Is Australia’s Liberal Party in Terminal Decline?
What saves political parties is their ability to adapt, but the aggressive populism that has saved conservative parties elsewhere has limited appeal in Australia.
In late March, an election in Australia’s state of New South Wales (NSW) ended 12 years of the coalition government under the Liberal and National parties. Like last year’s federal election, the result more reflected a rejection of the Liberal Party rather than an explicit endorsement of the Labor Party. But as the beneficiary of the rejection, Labor now governs every state and territory jurisdiction, as well as the federal government, with the sole exception of Tasmania, a state of just 550,000 people.
What Australia may now be witnessing is the Liberal Party in terminal decline. The party is finding it difficult to connect with much of the country, and struggling to find a coherent set of ideas to stand for and explain how it wishes to positively shape the country’s future. Although there is no broad-based political movement emerging to replace it, there are a number of smaller movements that are delivering enough cuts to the party that it is slowly bleeding out.
The Liberal Party has always been a weird party, an amalgamation of ideas and interest groups that were bound together by their opposition to the Labor Party but had little else in common. Its creation in 1944 was an attempt to build a stable non-Labor force in the country that could hold power without buckling under the weight of the internal contractions that bedeviled its predecessors. With this objective, the party’s formation proved serendipitous, as the conclusion of World War II would usher in a new global order that would give it a greater sense of purpose and coherence.
The Cold War meant that liberal and conservative forces had an overarching incentive to cooperate. Western conservative parties became committed to liberal principles in response to the ideological challenge of communism. Yet since the end of that era, the loss of these broader objectives and unifying narrative has seen a great upheaval within conservative parties – most notably the Republican Party in the United States. Australia’s Liberal Party, while less dramatic in its ideological disruption, has nonetheless entered into a period of internal turbulence and a great confusion about what the party’s purpose should be.
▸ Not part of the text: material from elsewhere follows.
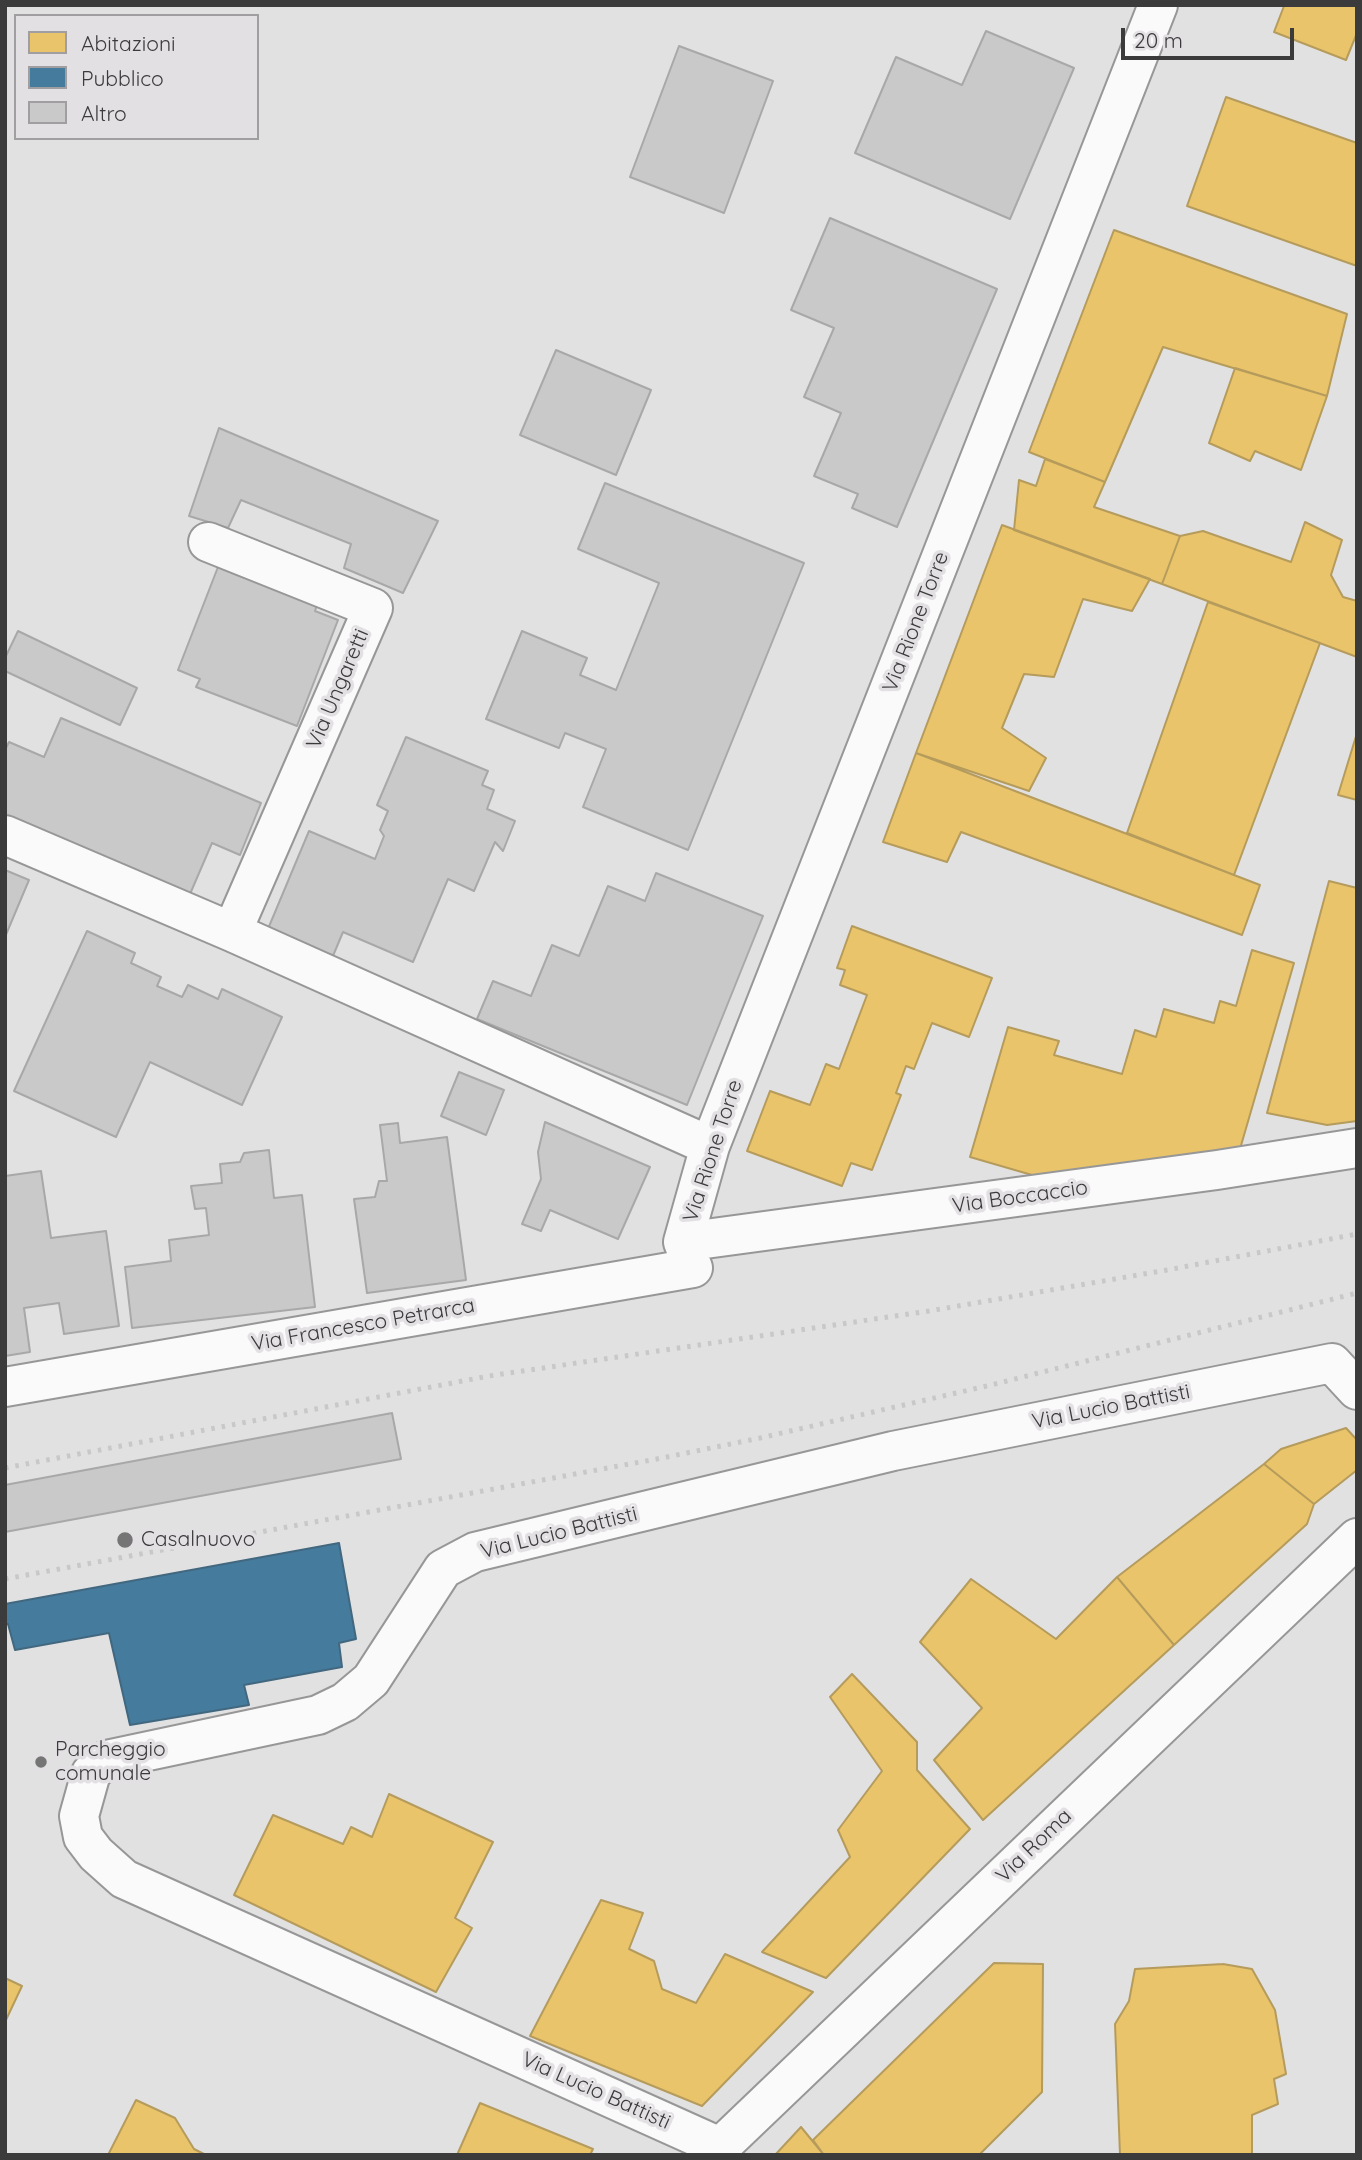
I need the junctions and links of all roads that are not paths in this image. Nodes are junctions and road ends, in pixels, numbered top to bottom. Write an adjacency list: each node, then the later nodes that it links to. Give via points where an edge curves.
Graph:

Australians are by nature a conservative people. I mean this in the philosophical sense, rather than the political sense. Australians don’t like disturbance and disruption, and they value their social and political stability above all else. They have seen what has taken place in the United States – the radicalism and the destabilization of the Republican Party – and have noticed these traits seeping into the Liberal Party. In particular, Australians have not been swayed by the agitated and aggressive forms of politics transmitted through the Murdoch media empire, News Corp.
As a result, the Australian public has been slowly backing away from the Liberal Party. Unlike their cousins in Canada, who have a taste for murdering political parties outright, Australia is instead engaged in a gradual process of political realignment. However, the same idea that is present in Canada is emerging in Australia – that political parties serve a time-bound purpose; they do not have the right to exist in perpetuity, and if they outlive their usefulness they can be dispensed with.
What saves political parties is their ability to adapt. While the Liberal Party – like other conservative parties – may have lost its keen sense of purpose with the end of the Cold War, the aggressive forms of populism that have replaced that era’s alliance between conservative dispositions and liberal principles elsewhere in the world have only limited attraction in Australia. Getting sucked into this emotional vortex is clearly not doing the party any favors.
Realizing this will be the key to the party’s survival. As Australians value their social stability so highly, there is strong space in the political landscape for a sober and restrained form of conservatism that is focused on the fidelity of institutions, has a greater comfort with the modern world, and is concerned about the economic security of individuals and families. But embracing such an approach will mean disconnecting the party from its symbiotic relationship with the hysterics of Murdoch media.
Yet the decline of the Liberal Party may not solely be about the party itself. Over recent elections the Australian public have been consciously trying to build a new multi-party – or multi-force – political system. There has always been enough oxygen in the system for smaller parties to gain some access to the country’s various parliaments, but voting trends indicate that a system of major and minor parties is no longer what the public deems advantageous.
What is particularly notable is an emerging suspicion of political parties themselves. Alongside the wave of independents who were elected to the federal parliament in last year’s election, nine independents won seats at last week’s NSW election, an additional three from the previous parliament.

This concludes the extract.